The entries that follow should be duplicated in full, without a single alteration.

Study material:
-- Opening Marker --
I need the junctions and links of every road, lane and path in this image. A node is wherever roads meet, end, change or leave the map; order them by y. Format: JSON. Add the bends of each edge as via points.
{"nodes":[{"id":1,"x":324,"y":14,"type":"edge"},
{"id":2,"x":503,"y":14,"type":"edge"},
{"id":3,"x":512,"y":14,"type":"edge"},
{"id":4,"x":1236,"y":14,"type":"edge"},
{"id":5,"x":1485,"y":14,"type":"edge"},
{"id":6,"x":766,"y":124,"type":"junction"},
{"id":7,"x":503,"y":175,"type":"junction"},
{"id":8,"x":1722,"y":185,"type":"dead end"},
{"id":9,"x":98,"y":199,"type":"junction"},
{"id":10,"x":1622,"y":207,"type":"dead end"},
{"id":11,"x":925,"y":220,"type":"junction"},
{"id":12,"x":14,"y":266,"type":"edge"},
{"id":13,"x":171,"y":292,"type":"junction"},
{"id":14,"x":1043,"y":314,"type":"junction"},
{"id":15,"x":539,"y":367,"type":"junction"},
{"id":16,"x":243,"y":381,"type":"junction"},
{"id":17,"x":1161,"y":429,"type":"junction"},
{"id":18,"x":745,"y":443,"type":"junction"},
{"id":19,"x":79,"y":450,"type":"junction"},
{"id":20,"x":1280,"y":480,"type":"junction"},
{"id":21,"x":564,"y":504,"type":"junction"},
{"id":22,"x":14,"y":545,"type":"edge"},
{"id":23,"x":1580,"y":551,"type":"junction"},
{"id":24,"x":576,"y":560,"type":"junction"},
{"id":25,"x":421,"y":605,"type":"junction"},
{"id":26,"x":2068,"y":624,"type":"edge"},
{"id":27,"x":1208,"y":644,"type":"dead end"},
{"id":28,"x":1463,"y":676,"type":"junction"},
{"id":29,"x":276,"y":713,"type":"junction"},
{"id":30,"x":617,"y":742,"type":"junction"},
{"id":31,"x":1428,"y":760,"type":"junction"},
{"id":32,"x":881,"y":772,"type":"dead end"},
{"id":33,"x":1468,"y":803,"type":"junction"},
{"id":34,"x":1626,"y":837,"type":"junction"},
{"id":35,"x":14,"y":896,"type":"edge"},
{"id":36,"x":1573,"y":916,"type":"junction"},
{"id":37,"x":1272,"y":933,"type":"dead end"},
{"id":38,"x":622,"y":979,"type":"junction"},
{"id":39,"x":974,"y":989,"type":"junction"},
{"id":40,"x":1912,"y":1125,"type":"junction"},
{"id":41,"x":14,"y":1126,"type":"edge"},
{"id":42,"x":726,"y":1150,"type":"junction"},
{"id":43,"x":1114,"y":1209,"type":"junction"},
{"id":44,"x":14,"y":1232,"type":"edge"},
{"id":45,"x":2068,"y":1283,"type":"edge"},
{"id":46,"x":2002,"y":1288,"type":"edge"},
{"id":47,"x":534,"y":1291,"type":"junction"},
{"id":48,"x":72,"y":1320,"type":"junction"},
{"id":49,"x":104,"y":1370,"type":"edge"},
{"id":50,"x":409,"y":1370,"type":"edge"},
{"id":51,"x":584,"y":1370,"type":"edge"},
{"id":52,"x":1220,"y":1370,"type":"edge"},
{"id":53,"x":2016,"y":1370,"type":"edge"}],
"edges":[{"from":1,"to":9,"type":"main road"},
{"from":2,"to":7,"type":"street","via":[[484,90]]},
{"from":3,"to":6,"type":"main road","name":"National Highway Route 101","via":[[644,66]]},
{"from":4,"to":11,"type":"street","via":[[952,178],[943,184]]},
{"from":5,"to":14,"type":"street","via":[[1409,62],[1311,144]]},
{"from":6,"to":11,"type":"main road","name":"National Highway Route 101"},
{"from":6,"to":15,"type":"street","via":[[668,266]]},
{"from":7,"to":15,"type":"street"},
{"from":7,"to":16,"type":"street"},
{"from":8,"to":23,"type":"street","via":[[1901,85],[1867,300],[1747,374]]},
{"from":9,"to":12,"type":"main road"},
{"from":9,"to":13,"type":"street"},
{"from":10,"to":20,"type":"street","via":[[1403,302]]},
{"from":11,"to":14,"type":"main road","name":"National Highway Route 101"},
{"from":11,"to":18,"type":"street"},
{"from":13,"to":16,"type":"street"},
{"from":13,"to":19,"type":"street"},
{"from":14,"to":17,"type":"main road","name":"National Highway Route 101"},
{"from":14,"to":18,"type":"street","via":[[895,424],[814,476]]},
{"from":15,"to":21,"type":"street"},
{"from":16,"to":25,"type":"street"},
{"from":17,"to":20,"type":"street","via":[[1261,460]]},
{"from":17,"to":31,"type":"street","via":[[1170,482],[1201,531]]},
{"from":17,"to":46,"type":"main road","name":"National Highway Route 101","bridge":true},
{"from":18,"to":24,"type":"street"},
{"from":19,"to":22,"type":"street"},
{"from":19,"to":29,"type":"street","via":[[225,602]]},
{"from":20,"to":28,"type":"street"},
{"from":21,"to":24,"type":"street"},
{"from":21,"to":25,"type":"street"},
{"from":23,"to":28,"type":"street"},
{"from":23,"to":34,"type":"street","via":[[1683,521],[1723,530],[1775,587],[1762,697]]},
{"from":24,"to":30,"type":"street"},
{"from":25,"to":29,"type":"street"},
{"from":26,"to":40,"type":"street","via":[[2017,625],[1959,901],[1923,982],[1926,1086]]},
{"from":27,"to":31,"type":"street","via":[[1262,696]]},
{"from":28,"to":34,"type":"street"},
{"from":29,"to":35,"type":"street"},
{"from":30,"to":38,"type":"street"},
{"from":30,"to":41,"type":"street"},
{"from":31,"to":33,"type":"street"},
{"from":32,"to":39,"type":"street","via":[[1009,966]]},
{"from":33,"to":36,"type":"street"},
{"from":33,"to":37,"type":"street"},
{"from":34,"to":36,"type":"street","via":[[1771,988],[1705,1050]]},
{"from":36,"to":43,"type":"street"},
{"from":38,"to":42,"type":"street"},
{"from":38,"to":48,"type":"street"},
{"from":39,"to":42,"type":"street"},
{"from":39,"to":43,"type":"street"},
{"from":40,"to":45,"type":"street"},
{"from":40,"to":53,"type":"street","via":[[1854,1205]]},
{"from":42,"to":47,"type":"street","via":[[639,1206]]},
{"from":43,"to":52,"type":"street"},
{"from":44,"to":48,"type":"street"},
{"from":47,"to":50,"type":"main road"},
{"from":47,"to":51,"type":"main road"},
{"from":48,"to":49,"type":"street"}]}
-- Closing Marker --
Result for this exercise:
I need the junctions and links of every road, lane and path in this image. A node is wherever roads meet, end, change or leave the map; order them by y. Format: JSON. Add the bends of each edge as via points.
{"nodes":[{"id":1,"x":324,"y":14,"type":"edge"},
{"id":2,"x":503,"y":14,"type":"edge"},
{"id":3,"x":512,"y":14,"type":"edge"},
{"id":4,"x":1236,"y":14,"type":"edge"},
{"id":5,"x":1485,"y":14,"type":"edge"},
{"id":6,"x":766,"y":124,"type":"junction"},
{"id":7,"x":503,"y":175,"type":"junction"},
{"id":8,"x":1722,"y":185,"type":"dead end"},
{"id":9,"x":98,"y":199,"type":"junction"},
{"id":10,"x":1622,"y":207,"type":"dead end"},
{"id":11,"x":925,"y":220,"type":"junction"},
{"id":12,"x":14,"y":266,"type":"edge"},
{"id":13,"x":171,"y":292,"type":"junction"},
{"id":14,"x":1043,"y":314,"type":"junction"},
{"id":15,"x":539,"y":367,"type":"junction"},
{"id":16,"x":243,"y":381,"type":"junction"},
{"id":17,"x":1161,"y":429,"type":"junction"},
{"id":18,"x":745,"y":443,"type":"junction"},
{"id":19,"x":79,"y":450,"type":"junction"},
{"id":20,"x":1280,"y":480,"type":"junction"},
{"id":21,"x":564,"y":504,"type":"junction"},
{"id":22,"x":14,"y":545,"type":"edge"},
{"id":23,"x":1580,"y":551,"type":"junction"},
{"id":24,"x":576,"y":560,"type":"junction"},
{"id":25,"x":421,"y":605,"type":"junction"},
{"id":26,"x":2068,"y":624,"type":"edge"},
{"id":27,"x":1208,"y":644,"type":"dead end"},
{"id":28,"x":1463,"y":676,"type":"junction"},
{"id":29,"x":276,"y":713,"type":"junction"},
{"id":30,"x":617,"y":742,"type":"junction"},
{"id":31,"x":1428,"y":760,"type":"junction"},
{"id":32,"x":881,"y":772,"type":"dead end"},
{"id":33,"x":1468,"y":803,"type":"junction"},
{"id":34,"x":1626,"y":837,"type":"junction"},
{"id":35,"x":14,"y":896,"type":"edge"},
{"id":36,"x":1573,"y":916,"type":"junction"},
{"id":37,"x":1272,"y":933,"type":"dead end"},
{"id":38,"x":622,"y":979,"type":"junction"},
{"id":39,"x":974,"y":989,"type":"junction"},
{"id":40,"x":1912,"y":1125,"type":"junction"},
{"id":41,"x":14,"y":1126,"type":"edge"},
{"id":42,"x":726,"y":1150,"type":"junction"},
{"id":43,"x":1114,"y":1209,"type":"junction"},
{"id":44,"x":14,"y":1232,"type":"edge"},
{"id":45,"x":2068,"y":1283,"type":"edge"},
{"id":46,"x":2002,"y":1288,"type":"edge"},
{"id":47,"x":534,"y":1291,"type":"junction"},
{"id":48,"x":72,"y":1320,"type":"junction"},
{"id":49,"x":104,"y":1370,"type":"edge"},
{"id":50,"x":409,"y":1370,"type":"edge"},
{"id":51,"x":584,"y":1370,"type":"edge"},
{"id":52,"x":1220,"y":1370,"type":"edge"},
{"id":53,"x":2016,"y":1370,"type":"edge"}],
"edges":[{"from":1,"to":9,"type":"main road"},
{"from":2,"to":7,"type":"street","via":[[484,90]]},
{"from":3,"to":6,"type":"main road","name":"National Highway Route 101","via":[[644,66]]},
{"from":4,"to":11,"type":"street","via":[[952,178],[943,184]]},
{"from":5,"to":14,"type":"street","via":[[1409,62],[1311,144]]},
{"from":6,"to":11,"type":"main road","name":"National Highway Route 101"},
{"from":6,"to":15,"type":"street","via":[[668,266]]},
{"from":7,"to":15,"type":"street"},
{"from":7,"to":16,"type":"street"},
{"from":8,"to":23,"type":"street","via":[[1901,85],[1867,300],[1747,374]]},
{"from":9,"to":12,"type":"main road"},
{"from":9,"to":13,"type":"street"},
{"from":10,"to":20,"type":"street","via":[[1403,302]]},
{"from":11,"to":14,"type":"main road","name":"National Highway Route 101"},
{"from":11,"to":18,"type":"street"},
{"from":13,"to":16,"type":"street"},
{"from":13,"to":19,"type":"street"},
{"from":14,"to":17,"type":"main road","name":"National Highway Route 101"},
{"from":14,"to":18,"type":"street","via":[[895,424],[814,476]]},
{"from":15,"to":21,"type":"street"},
{"from":16,"to":25,"type":"street"},
{"from":17,"to":20,"type":"street","via":[[1261,460]]},
{"from":17,"to":31,"type":"street","via":[[1170,482],[1201,531]]},
{"from":17,"to":46,"type":"main road","name":"National Highway Route 101","bridge":true},
{"from":18,"to":24,"type":"street"},
{"from":19,"to":22,"type":"street"},
{"from":19,"to":29,"type":"street","via":[[225,602]]},
{"from":20,"to":28,"type":"street"},
{"from":21,"to":24,"type":"street"},
{"from":21,"to":25,"type":"street"},
{"from":23,"to":28,"type":"street"},
{"from":23,"to":34,"type":"street","via":[[1683,521],[1723,530],[1775,587],[1762,697]]},
{"from":24,"to":30,"type":"street"},
{"from":25,"to":29,"type":"street"},
{"from":26,"to":40,"type":"street","via":[[2017,625],[1959,901],[1923,982],[1926,1086]]},
{"from":27,"to":31,"type":"street","via":[[1262,696]]},
{"from":28,"to":34,"type":"street"},
{"from":29,"to":35,"type":"street"},
{"from":30,"to":38,"type":"street"},
{"from":30,"to":41,"type":"street"},
{"from":31,"to":33,"type":"street"},
{"from":32,"to":39,"type":"street","via":[[1009,966]]},
{"from":33,"to":36,"type":"street"},
{"from":33,"to":37,"type":"street"},
{"from":34,"to":36,"type":"street","via":[[1771,988],[1705,1050]]},
{"from":36,"to":43,"type":"street"},
{"from":38,"to":42,"type":"street"},
{"from":38,"to":48,"type":"street"},
{"from":39,"to":42,"type":"street"},
{"from":39,"to":43,"type":"street"},
{"from":40,"to":45,"type":"street"},
{"from":40,"to":53,"type":"street","via":[[1854,1205]]},
{"from":42,"to":47,"type":"street","via":[[639,1206]]},
{"from":43,"to":52,"type":"street"},
{"from":44,"to":48,"type":"street"},
{"from":47,"to":50,"type":"main road"},
{"from":47,"to":51,"type":"main road"},
{"from":48,"to":49,"type":"street"}]}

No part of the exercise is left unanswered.